Marriage Story
Críticas
5,0
Obra maestra
Marriage Story

Cuando el amor acaba

por Miguel Martínez

“Qué difícil es hablarte y tú no comprender, conversar lo mismo y enfadarnos otra vez”, era uno de los tantos versos que cantaba el príncipe de la canción José José en una de sus icónicas melodías ochenteras. Quizá estas palabras podrían ser la síntesis perfecta para Marriage Story, la nueva película de Noah Baumbach (Frances Ha), realizada por Netflix, presentada en el Festival Internacional de Cine de Toronto.

La cinta cuenta la historia de la pareja formada por Charlie (Adam Driver) y Nicole (Scarlett Johansson). Ambos se dedican a las artes escénicas: él dramaturgo, ella actriz. Aunque es claro que ambos aman con locura ciertas características y cualidades del otro, la realidad es que en su presente no han podido arreglar las diferencias que han aumentado con el tiempo en su relación, por lo que deciden que el divorcio sería la mejor opción, aunque esto afecte a su hijo.
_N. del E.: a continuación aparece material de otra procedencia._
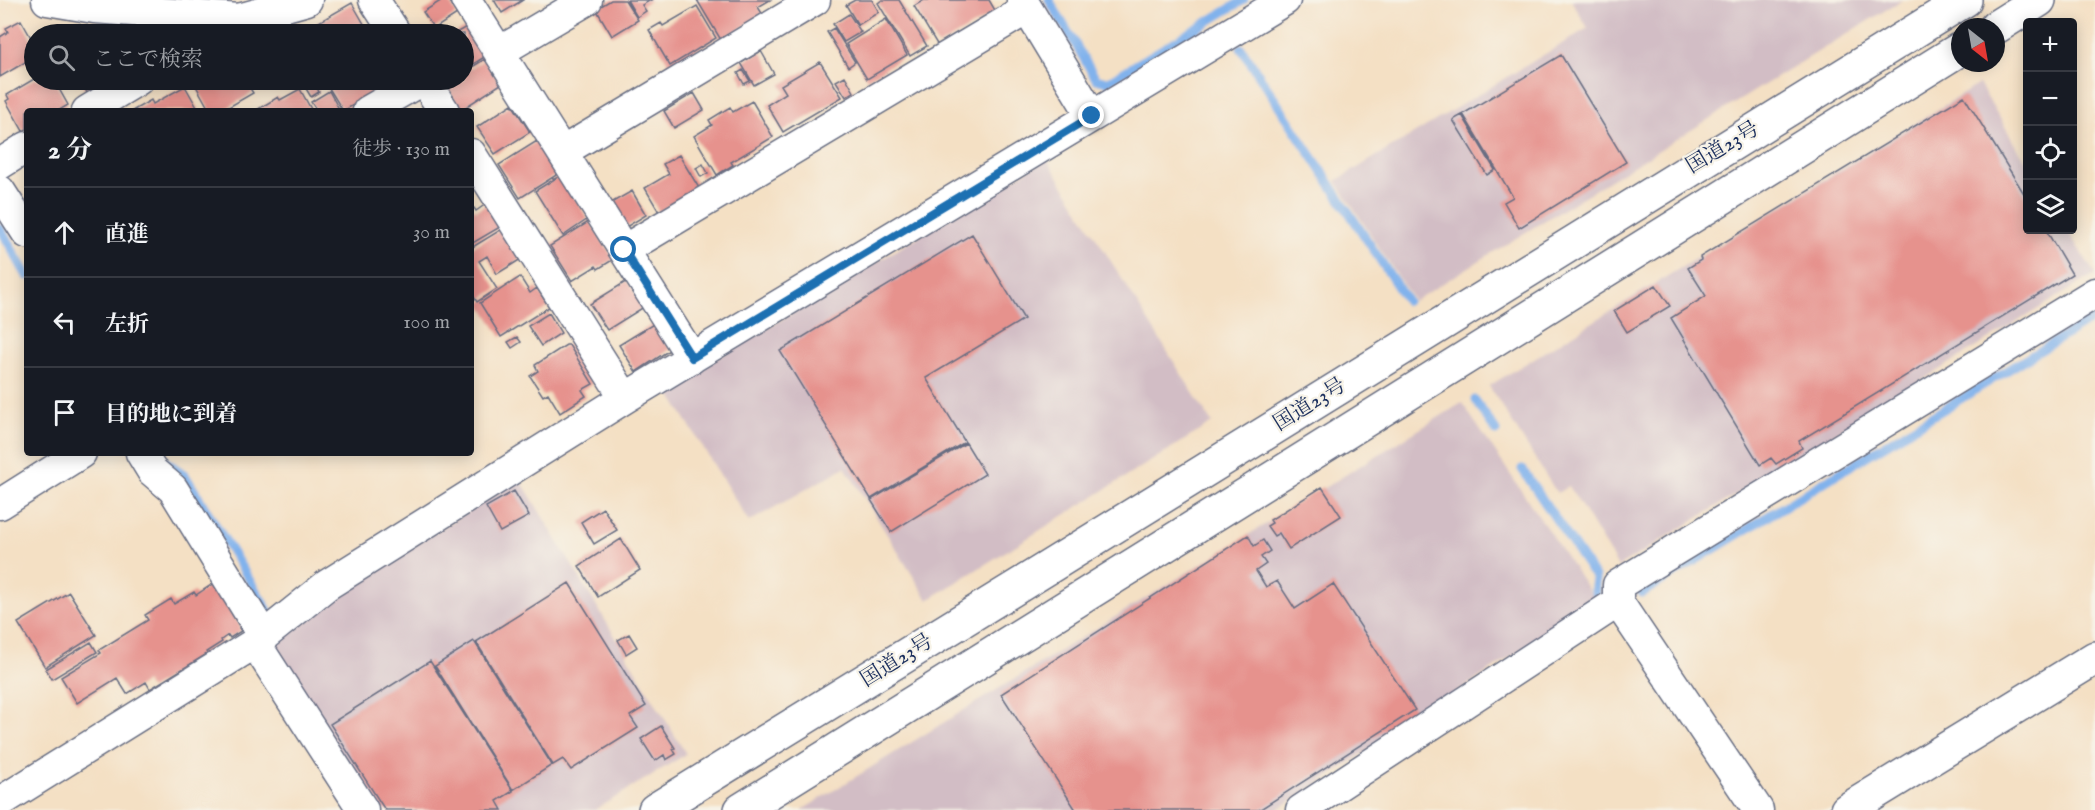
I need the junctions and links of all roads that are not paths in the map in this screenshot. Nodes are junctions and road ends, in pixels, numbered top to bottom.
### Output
1 (47, 0) edge
2 (307, 0) edge
3 (374, 0) edge
4 (466, 0) edge
5 (587, 0) edge
6 (816, 0) edge
7 (1285, 0) edge
8 (1965, 0) edge
9 (2039, 0) edge
10 (1024, 4) edge
11 (238, 19) junction
12 (2005, 21) edge
13 (229, 24) edge
14 (390, 24) edge
15 (499, 52) junction
16 (1951, 55) edge
17 (122, 90) edge
18 (405, 90) edge
19 (430, 90) edge
20 (92, 108) edge
21 (373, 108) edge
22 (442, 108) edge
23 (1092, 116) junction
24 (24, 149) edge
25 (562, 152) junction
26 (474, 159) edge
27 (0, 164) edge
28 (0, 191) edge
29 (24, 228) edge
30 (624, 250) junction
31 (2095, 293) edge
32 (692, 358) junction
33 (625, 398) junction
34 (76, 456) edge
35 (143, 456) edge
36 (0, 504) edge
37 (1618, 602) junction
38 (259, 639) junction
39 (2095, 658) edge
40 (0, 802) edge
41 (363, 810) edge
42 (655, 810) edge
43 (741, 810) edge
44 (1301, 810) edge
45 (1758, 810) edge
46 (1847, 810) edge

1 - 11 street
2 - 11 street
3 - 14 street
4 - 15 street
5 - 15 street
6 - 25 street
7 - 23 street
8 - 42 main road, 国道23号
9 - 12 main road
10 - 23 street
10 - 30 street
11 - 13 street
15 - 25 street
16 - 43 main road, 国道23号
17 - 20 street
18 - 21 street
19 - 22 street
23 - 32 street
24 - 27 street
25 - 30 street
26 - 33 street
28 - 29 street
30 - 32 street
31 - 37 street
32 - 33 street
33 - 38 street
34 - 36 street
35 - 38 street
37 - 44 street
37 - 45 street
38 - 40 street
38 - 41 street
39 - 46 main road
Contrario a lo que el título pudiese señalar, el décimo largometraje del cineasta Noah Baumbach se aleja completamente de la fórmula donde se muestra en pantalla la típica historia de amor que florece, se consolida y que poco a poco se desvanece, algo visto con anterioridad en trabajos como 500 días con ella (Webb, 2009) o Amor índigo (Gondry, 2013). Baumbach no pierde tiempo y va directo a la crisis de un matrimonio que en algún punto de sus inicios fue feliz y funcional, sin embargo, ha dejado de serlo.



 




El guión escrito por el propio Baumbauch nos traslada al desgastante proceso que es vivir un divorcio, los daños colaterales que pueden tener y, sobretodo, el impacto que puede generar cuando hay un tercer involucrado entre el irritable papeleo. El minucioso trabajo de guión aquí es la clave de todo. A través de largas secuencias que no son más que conversaciones entre sus protagonistas, el director neoyorquino lograr hacer de las situaciones rutinarias con diálogos sencillos, un frenesí donde vemos el nacimiento de una discusión hasta llegar al punto más alto de las emociones que derivan en inevitables lágrimas.
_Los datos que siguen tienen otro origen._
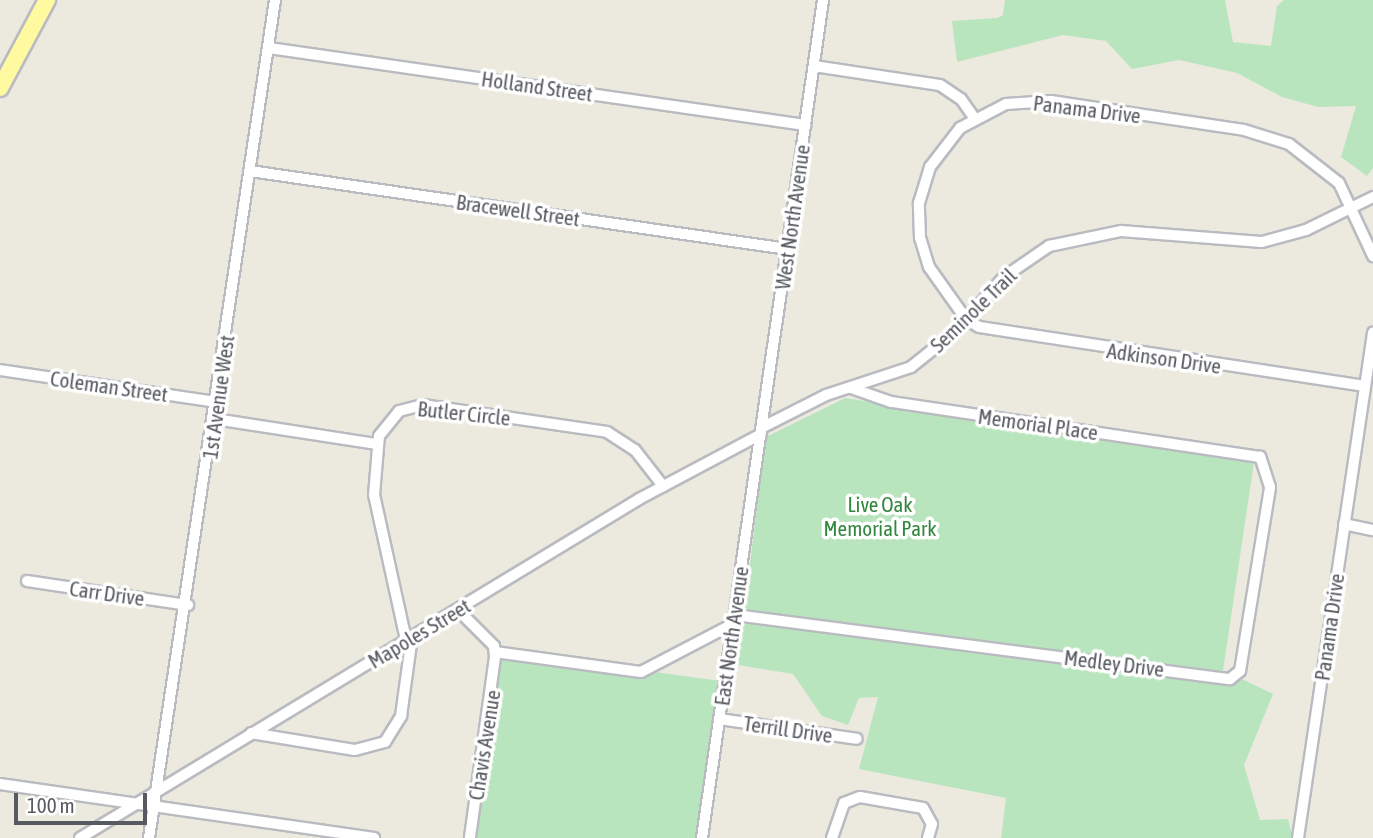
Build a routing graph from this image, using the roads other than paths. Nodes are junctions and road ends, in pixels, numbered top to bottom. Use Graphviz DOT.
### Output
graph roads {
  1 [pos="47,0"];
  2 [pos="275,0"];
  3 [pos="823,0"];
  4 [pos="269,48"];
  5 [pos="814,66"];
  6 [pos="0,88"];
  7 [pos="975,118"];
  8 [pos="805,125"];
  9 [pos="250,171"];
  10 [pos="1373,197"];
  11 [pos="1354,205"];
  12 [pos="787,249"];
  13 [pos="1373,256"];
  14 [pos="965,318"];
  15 [pos="1373,333"];
  16 [pos="0,370"];
  17 [pos="1365,386"];
  18 [pos="850,388"];
  19 [pos="218,402"];
  20 [pos="215,419"];
  21 [pos="761,431"];
  22 [pos="377,444"];
  23 [pos="1227,452"];
  24 [pos="663,486"];
  25 [pos="1344,524"];
  26 [pos="1373,530"];
  27 [pos="27,580"];
  28 [pos="188,605"];
  29 [pos="458,610"];
  30 [pos="734,619"];
  31 [pos="409,639"];
  32 [pos="495,652"];
  33 [pos="719,719"];
  34 [pos="247,733"];
  35 [pos="857,739"];
  36 [pos="0,784"];
  37 [pos="157,794"];
  38 [pos="141,805"];
  39 [pos="154,806"];
  40 [pos="80,838"];
  41 [pos="149,838"];
  42 [pos="374,838"];
  43 [pos="470,838"];
  44 [pos="702,838"];
  45 [pos="832,838"];
  46 [pos="928,838"];
  47 [pos="1298,838"];
  1 -- 6 [label="main road"];
  2 -- 4 [label="street, 1st Avenue West"];
  3 -- 5 [label="street, West North Avenue"];
  4 -- 8 [label="street, Holland Street"];
  4 -- 9 [label="street, 1st Avenue West"];
  5 -- 7 [label="street"];
  5 -- 8 [label="street, West North Avenue"];
  7 -- 11 [label="street, Panama Drive"];
  7 -- 14 [label="street, Panama Drive"];
  8 -- 12 [label="street, West North Avenue"];
  9 -- 12 [label="street, Bracewell Street"];
  9 -- 19 [label="street, 1st Avenue West"];
  10 -- 11 [label="street, Seminole Trail"];
  11 -- 13 [label="street, Panama Drive"];
  11 -- 14 [label="street, Seminole Trail"];
  12 -- 21 [label="street, West North Avenue"];
  14 -- 17 [label="street, Adkinson Drive"];
  14 -- 18 [label="street, Seminole Trail"];
  15 -- 17 [label="street, Panama Drive"];
  16 -- 19 [label="street, Coleman Street"];
  17 -- 25 [label="street, Panama Drive"];
  18 -- 21 [label="street, Seminole Trail"];
  18 -- 23 [label="street, Memorial Place"];
  19 -- 20 [label="street, 1st Avenue West"];
  20 -- 22 [label="street"];
  20 -- 28 [label="street, 1st Avenue West"];
  21 -- 24 [label="street, Mapoles Street"];
  21 -- 30 [label="street, East North Avenue"];
  22 -- 24 [label="street, Butler Circle"];
  22 -- 31 [label="street"];
  23 -- 30 [label="street, Medley Drive"];
  24 -- 29 [label="street, Mapoles Street"];
  25 -- 26 [label="street"];
  25 -- 47 [label="street, Panama Drive"];
  27 -- 28 [label="street, Carr Drive"];
  28 -- 37 [label="street, 1st Avenue West"];
  29 -- 31 [label="street, Mapoles Street"];
  29 -- 32 [label="street"];
  30 -- 32 [label="street"];
  30 -- 33 [label="street, East North Avenue"];
  31 -- 34 [label="street, Mapoles Street"];
  31 -- 34 [label="street"];
  32 -- 43 [label="street, Chavis Avenue"];
  33 -- 35 [label="street, Terrill Drive"];
  33 -- 44 [label="street, East North Avenue"];
  34 -- 37 [label="street, Mapoles Street"];
  36 -- 38 [label="street"];
  37 -- 38 [label="street, Mapoles Street"];
  37 -- 39 [label="street, 1st Avenue West"];
  38 -- 39 [label="street"];
  38 -- 40 [label="street, Mapoles Street"];
  39 -- 41 [label="street, 1st Avenue West"];
  39 -- 42 [label="street"];
  45 -- 46 [label="street"];
}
Es aquí donde la sencillez -en apariencia- de su historia encuentra su mayor mérito. El trabajo actoral de Adam Driver y Scarlett Johansson, aunado a la dirección de Baumbach son fundamentales para la ejecución de estas secuencias que conforme se desarrollan, provocan un Knock Out emocional en el espectador capaz de destrozar a cualquiera. En cuestión de segundos, uno se encuentra inmerso en una ensordecedora discusión que no acabará bien para nadie.

El formato de 35 milímetros que fue empleado para realizar esta cinta permite captar a detalle las expresiones de sus protagonistas. El detalle, una vez más, es la clave de todo. Para Baumbach, capturar las miradas, los labios y los gestos es primordial, sobre todo cuando se trata de exponer la intensidad de un conflicto que poco a poco rompe la escasa estabilidad emocional que tienen Charlie y Nicole.

Marriage Story es un ejercicio que retrata con creces un episodio de la vida misma. Aquello que podría ser rutinario, pero que puede resultar sumamente complicado que cuando se vive y se analiza desde adentro. Sin duda, este largometraje se posiciona como una de las mejores producciones que ha hecho Netflix hasta la fecha y que quizá acerque a la plataforma a su tan ansiado premio de la Academia como Mejor película negado con el fenómeno Roma.